Die Professor Vögele Dialogmethode für das Entwickeln und Gestalten von Mailings baut auf dem echten Verkaufsgespräch auf. (Buchbeitrag)
Siegfried Vögele | 07.11.2008
Dieser Fachartikel erschien im Leitfaden Dialog-Marketing

http://www.marketing-boerse.de/Info/details/LeitfadenDM

http://www.amazon.de/exec/obidos/ASIN/3000239251/absolit/028-2842597-1070167/absolit


Die Professor Vögele Dialogmethode für das Entwickeln und Gestalten von Mailings baut auf dem echten Verkaufsgespräch auf. Im persönlichen Gespräch steuert der Verkäufer den gesamten Ablauf von der ersten Kontaktstufe bis hin zur Abschluss-Phase. Der Kunde hat Fragen und erwartet eine gute Antwort. Ein guter Verkäufer beantwortet zu früh gestellte Fragen, die in die Abschluss-Phase gehören, nicht sofort. Er schiebt die Antwort hinaus. Manche Fragen beantwortet er, auch wenn sie der Kunde nur gedacht, aber noch nicht ausgesprochen hat. Der Verkäufer kennt diese Fragen aus Erfahrung. Es sind die unausgesprochenen Käufer-Fragen. Während dieses Dialogs sendet der Kunde sehr viele kleine Zustimmungen (kleine „jas“), bevor er dem Angebot mit einem großen JA zustimmt. Wir nennen sie Kaufsignale (Verstärker). Dazwischen liegen auch kleine „neins“ (Filter).

Wenn der persönliche Besuch des Verkäufers zu teuer wird, kommt es zu „Ersatzbesuchen“, zum Beispiel per Brief, per Telefon, per Coupon-Anzeige, per Internet. Auch im schriftlichen Dialog kennen wir Fragen und Antworten: Angefangen von „Woher hat diese Firma meine Adresse?“ über Fragen wie „Brauche ich das? Was bringt mir das? Was will diese Firma von mir?“ bis hin zur Schlussfrage „Was soll ich jetzt tun?“. Einige dieser Fragen konzentrieren sich auf den Brief (persönliche Fragen), andere auf die Beilagen (Produktfragen) und auf das Response-Element (Abschlussfragen).

Es gibt viele Arten solcher Kundengespräche. Sie alle haben einen ähnlichen Aufbau. Am Ende steht als Ziel die positive Reaktion des Kunden. Die Art dieser Reaktion hängt von der Art des Gesprächs ab. Der Verkäufer führt nicht nur Verkaufsgespräche im engeren Sinne (mit sofortigem Abschluss), sondern auch Informations-, Kontakt-, Service- oder Bedarfsanalyse-Gespräche.
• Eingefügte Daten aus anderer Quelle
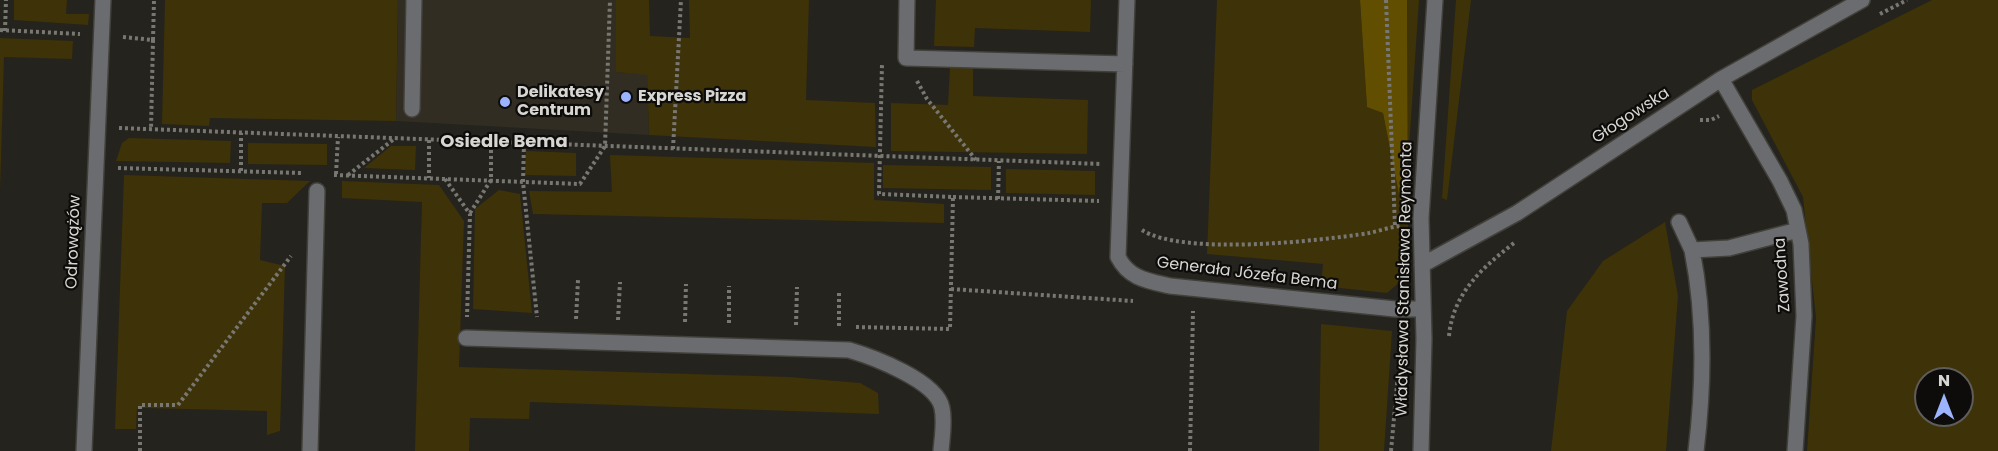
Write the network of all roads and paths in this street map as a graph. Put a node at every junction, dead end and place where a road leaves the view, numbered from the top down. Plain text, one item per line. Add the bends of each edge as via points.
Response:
1 (6, 0) edge
2 (103, 0) edge
3 (154, 0) edge
4 (414, 0) edge
5 (610, 0) edge
6 (681, 0) edge
7 (907, 0) edge
8 (1127, 0) edge
9 (1386, 0) edge
10 (1435, 0) edge
11 (1862, 0) edge
12 (1907, 0) edge
13 (1876, 17) dead end
14 (5, 31) dead end
15 (153, 40) dead end
16 (883, 56) dead end
17 (906, 58) junction
18 (1125, 64) junction
19 (1721, 79) junction
20 (1737, 106) junction
21 (412, 109) dead end
22 (1711, 120) junction
23 (1718, 124) dead end
24 (1689, 125) dead end
25 (97, 126) junction
26 (241, 133) junction
27 (394, 139) junction
28 (429, 140) junction
29 (490, 142) junction
30 (524, 143) junction
31 (605, 146) junction
32 (672, 149) junction
33 (879, 158) junction
34 (976, 160) junction
35 (999, 161) junction
36 (1122, 164) junction
37 (96, 167) junction
38 (241, 171) junction
39 (312, 174) dead end
40 (324, 174) dead end
41 (347, 175) junction
42 (429, 178) junction
43 (445, 179) junction
44 (491, 180) junction
45 (523, 182) junction
46 (317, 190) dead end
47 (998, 199) dead end
48 (470, 214) junction
49 (1679, 222) dead end
50 (1421, 223) junction
51 (316, 225) junction
52 (1395, 226) junction
53 (1141, 229) dead end
54 (1798, 230) junction
55 (1523, 236) dead end
56 (1692, 250) junction
57 (1422, 266) junction
58 (578, 280) dead end
59 (620, 282) dead end
60 (686, 284) dead end
61 (729, 286) dead end
62 (797, 287) dead end
63 (951, 289) junction
64 (840, 290) dead end
65 (1142, 302) dead end
66 (1194, 306) dead end
67 (1423, 309) junction
68 (547, 318) dead end
69 (566, 318) dead end
70 (576, 319) junction
71 (587, 319) dead end
72 (608, 320) dead end
73 (618, 320) junction
74 (629, 320) dead end
75 (674, 322) dead end
76 (685, 322) junction
77 (696, 322) dead end
78 (718, 323) dead end
79 (729, 323) junction
80 (740, 323) dead end
81 (784, 325) dead end
82 (796, 325) junction
83 (806, 325) dead end
84 (828, 326) dead end
85 (838, 326) junction
86 (466, 338) joint
87 (1424, 339) junction
88 (84, 451) edge
89 (140, 451) edge
90 (310, 451) edge
91 (941, 451) edge
92 (1190, 451) edge
93 (1421, 451) edge
94 (1696, 451) edge
95 (1795, 451) edge

1 - 14 path
2 - 25 street, Odrowążów
3 - 15 path
4 - 21 street
5 - 31 path
6 - 32 path
7 - 17 street
8 - 18 street, Generała Józefa Bema
9 - 52 path
10 - 50 street, Władysława Stanisława Reymonta
11 - 19 street, Głogowska
12 - 13 path
16 - 33 path
17 - 18 street
17 - 34 path via 927,99
18 - 36 street, Generała Józefa Bema
19 - 20 street, Zawodna
19 - 57 street, Głogowska via 1517,213
20 - 22 path
20 - 54 street, Zawodna via 1780,181 1794,210
22 - 23 path
22 - 24 path
25 - 26 path
25 - 37 street, Odrowążów
26 - 27 path
26 - 38 path
27 - 28 path
27 - 41 path
28 - 29 path
28 - 42 path
29 - 30 path
29 - 44 path
30 - 31 path
30 - 45 path
31 - 32 path
31 - 45 path via 580,184
32 - 33 path
33 - 34 path
33 - 63 path via 879,194 953,197
34 - 35 path
35 - 36 path
35 - 47 path
36 - 67 street, Generała Józefa Bema via 1118,257 1127,272 1170,286
37 - 38 path
37 - 88 street, Odrowążów
38 - 39 path
40 - 41 path
41 - 42 path
42 - 43 path
43 - 44 path
43 - 48 path
44 - 45 path
44 - 48 path
45 - 68 path via 537,318
46 - 51 street
48 - 86 path
49 - 56 street
50 - 52 path
50 - 57 street, Władysława Stanisława Reymonta
51 - 89 path via 178,405 140,405
51 - 90 street
52 - 53 path via 1369,233 1213,245 1168,241
54 - 56 street via 1729,248
54 - 95 street, Zawodna via 1804,316
55 - 87 path via 1489,262 1463,290 1450,318 1449,339
56 - 94 street via 1702,363
57 - 67 street, Władysława Stanisława Reymonta
58 - 70 path
59 - 73 path
60 - 76 path
61 - 79 path
62 - 82 path
63 - 65 path
63 - 85 path via 950,329
64 - 85 path
66 - 92 path
67 - 87 street, Władysława Stanisława Reymonta
69 - 70 path
70 - 71 path
72 - 73 path
73 - 74 path
75 - 76 path
76 - 77 path
78 - 79 path
79 - 80 path
81 - 82 path
82 - 83 path
84 - 85 path
86 - 91 street via 849,350 877,358 936,395 942,406
87 - 93 street, Władysława Stanisława Reymonta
Die Botschaft allein ist aber noch kein Dialogersatz. Sie muss ankommen, muss gelesen und verstanden werden. Ob dies geschehen ist, zeigt die Response. Erfolgreiche schriftliche Dialoge führen heißt, diesen Erfolg durch Reaktionen beweisen. Informationen ohne Reaktion sind Monologe! Sie können sehr wohl zur Verbesserung des Bekanntheitsgrades und des Images beitragen. Informationen dieser Art zählt man in der Regel zum klassischen Bereich der Werbung. Der Empfänger reagiert aber erst, wenn er sich mit der Botschaft ausführlich genug beschäftigt hat. Das Reaktionsverhalten ist also abhängig vom Leseverhalten der Zielgruppe.

Es gibt noch weitere Analogien zum echten persönlichen Gespräch: Auch im Dialogmarketing spricht man mit Personen einer Zielgruppe und wartet auf eine Reaktion, möglichst ein großes JA. Auf dem Weg vom ersten Kontakt bis zur Reaktion per Unterschrift erkennt man bei Labor-Untersuchungen viele kleine Zustimmungen des Lesers, kleine „jas“ (Signale für eine positive Response). Dazwischen liegen in der Regel auch kleine „neins“. Beispiel: Der Leser öffnet ein Mailing und bewegt sich dabei langsam in Richtung Papierkorb. Dies ist ein deutliches kleines „nein“, das auch ohne Messinstrument zu erkennen ist.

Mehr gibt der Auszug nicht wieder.